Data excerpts
Start of Block

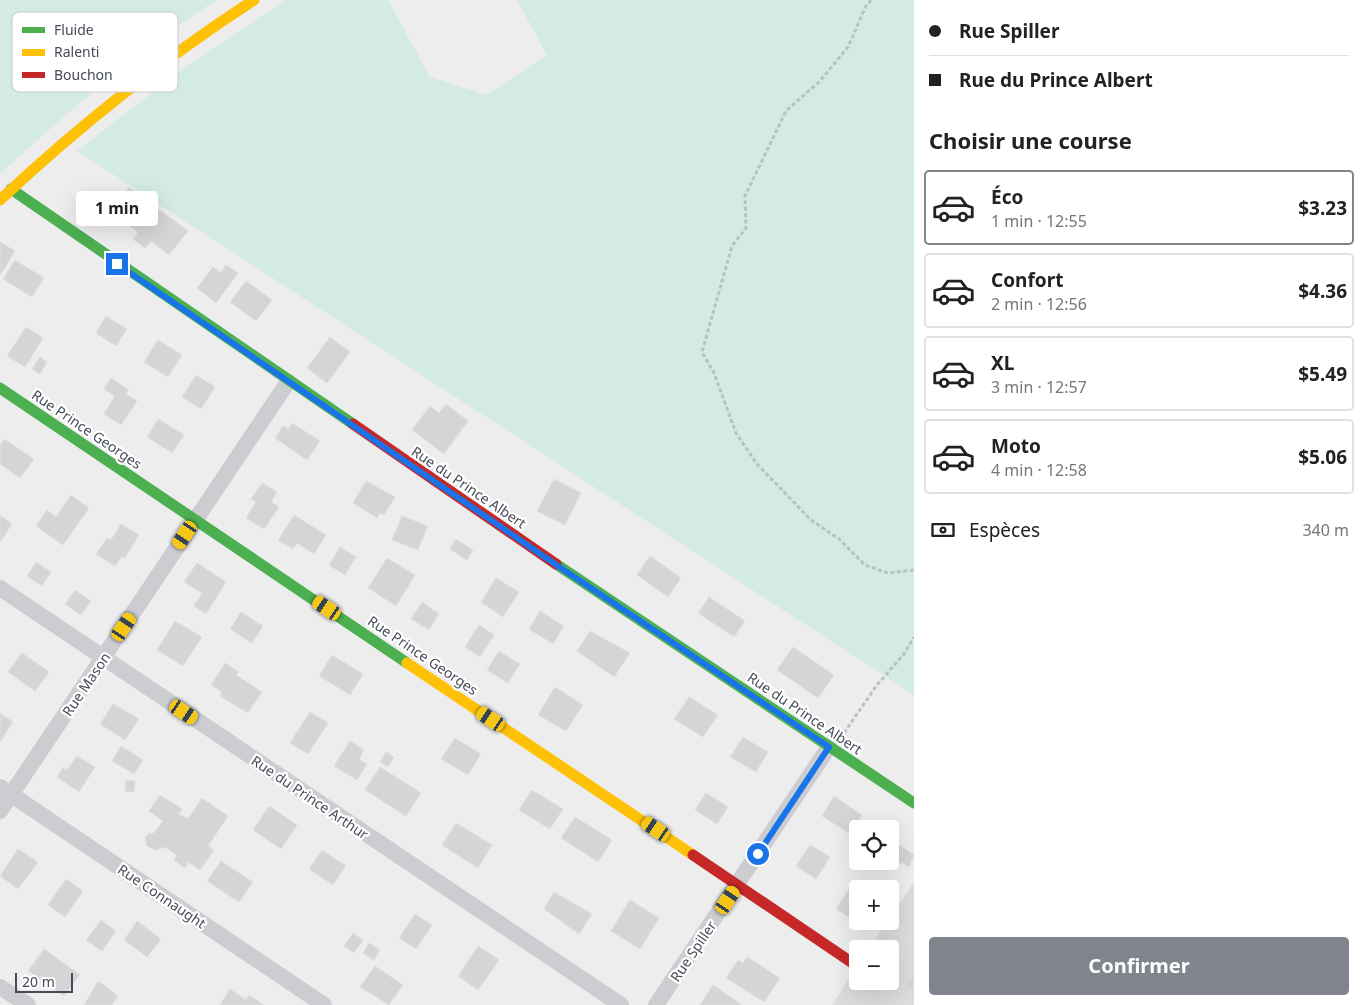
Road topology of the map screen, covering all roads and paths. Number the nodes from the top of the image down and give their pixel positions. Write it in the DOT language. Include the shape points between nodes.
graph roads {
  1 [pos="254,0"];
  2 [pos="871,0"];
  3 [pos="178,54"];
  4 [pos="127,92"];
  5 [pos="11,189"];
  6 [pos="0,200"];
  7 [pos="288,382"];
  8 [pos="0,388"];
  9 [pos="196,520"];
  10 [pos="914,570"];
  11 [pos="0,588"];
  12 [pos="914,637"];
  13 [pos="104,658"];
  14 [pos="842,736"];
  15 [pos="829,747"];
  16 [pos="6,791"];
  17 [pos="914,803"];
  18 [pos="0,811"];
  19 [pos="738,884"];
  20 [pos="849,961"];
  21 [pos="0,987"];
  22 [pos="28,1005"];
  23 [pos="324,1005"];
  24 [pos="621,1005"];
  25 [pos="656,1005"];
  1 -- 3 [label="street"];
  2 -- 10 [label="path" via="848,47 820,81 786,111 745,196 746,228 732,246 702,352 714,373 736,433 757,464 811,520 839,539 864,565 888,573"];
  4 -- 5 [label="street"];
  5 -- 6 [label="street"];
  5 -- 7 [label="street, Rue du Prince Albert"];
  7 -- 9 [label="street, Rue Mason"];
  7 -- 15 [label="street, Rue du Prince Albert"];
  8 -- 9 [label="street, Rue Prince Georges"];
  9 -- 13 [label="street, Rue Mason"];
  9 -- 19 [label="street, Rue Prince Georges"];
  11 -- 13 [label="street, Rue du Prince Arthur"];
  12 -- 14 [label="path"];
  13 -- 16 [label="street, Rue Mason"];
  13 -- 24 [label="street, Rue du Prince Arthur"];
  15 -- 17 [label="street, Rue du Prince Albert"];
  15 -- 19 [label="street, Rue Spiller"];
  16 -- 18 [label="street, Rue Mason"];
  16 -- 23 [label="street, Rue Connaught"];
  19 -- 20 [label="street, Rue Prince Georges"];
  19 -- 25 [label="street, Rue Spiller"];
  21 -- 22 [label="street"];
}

End of Block
Start of Block

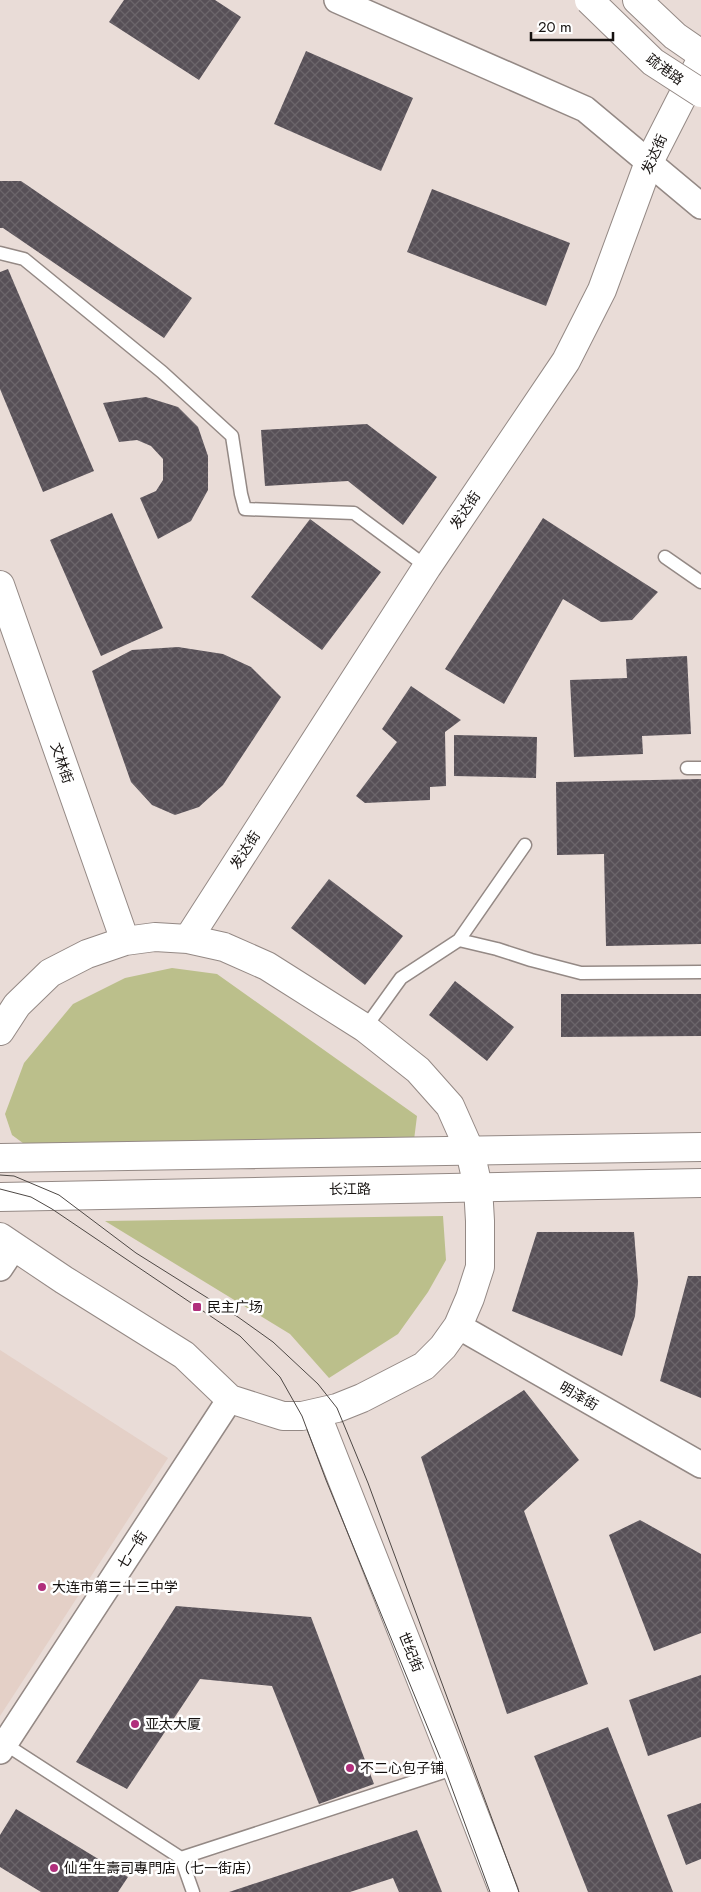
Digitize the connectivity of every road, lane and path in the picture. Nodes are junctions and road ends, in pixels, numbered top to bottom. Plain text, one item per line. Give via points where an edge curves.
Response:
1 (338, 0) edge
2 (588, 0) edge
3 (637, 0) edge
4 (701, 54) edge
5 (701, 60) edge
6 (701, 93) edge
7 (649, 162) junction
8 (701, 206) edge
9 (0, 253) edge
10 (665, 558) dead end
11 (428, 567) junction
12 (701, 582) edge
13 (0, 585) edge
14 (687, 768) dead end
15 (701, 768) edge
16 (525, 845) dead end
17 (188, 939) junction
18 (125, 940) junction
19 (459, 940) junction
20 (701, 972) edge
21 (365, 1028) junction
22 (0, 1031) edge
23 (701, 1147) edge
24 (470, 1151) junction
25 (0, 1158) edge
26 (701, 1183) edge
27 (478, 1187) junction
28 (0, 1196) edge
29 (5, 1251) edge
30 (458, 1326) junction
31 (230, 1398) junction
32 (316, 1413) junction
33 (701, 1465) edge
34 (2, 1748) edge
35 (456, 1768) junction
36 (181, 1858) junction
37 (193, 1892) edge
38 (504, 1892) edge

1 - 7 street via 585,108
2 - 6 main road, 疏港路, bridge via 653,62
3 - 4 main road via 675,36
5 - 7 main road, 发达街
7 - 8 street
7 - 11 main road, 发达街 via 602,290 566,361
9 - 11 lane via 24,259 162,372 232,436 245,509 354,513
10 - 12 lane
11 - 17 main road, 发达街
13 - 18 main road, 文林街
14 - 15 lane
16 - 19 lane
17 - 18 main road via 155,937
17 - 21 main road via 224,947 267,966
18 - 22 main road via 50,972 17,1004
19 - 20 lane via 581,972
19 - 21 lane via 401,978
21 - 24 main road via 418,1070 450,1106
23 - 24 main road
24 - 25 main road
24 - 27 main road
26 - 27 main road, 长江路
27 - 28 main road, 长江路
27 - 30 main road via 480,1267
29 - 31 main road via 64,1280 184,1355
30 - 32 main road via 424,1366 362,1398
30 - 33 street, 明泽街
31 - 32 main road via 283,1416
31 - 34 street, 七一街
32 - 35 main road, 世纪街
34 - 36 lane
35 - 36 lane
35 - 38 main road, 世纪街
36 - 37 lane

End of Block

Brief
Each line above that holds the string "lane" should be copied and shown.

Reply to the task
Digitize the connectivity of every road, lane and path in the picture. Nodes are junctions and road ends, in pixels, numbered top to bottom. Plain text, one item per line. Give via points where an edge curves.
9 - 11 lane via 24,259 162,372 232,436 245,509 354,513
10 - 12 lane
14 - 15 lane
16 - 19 lane
19 - 20 lane via 581,972
19 - 21 lane via 401,978
34 - 36 lane
35 - 36 lane
36 - 37 lane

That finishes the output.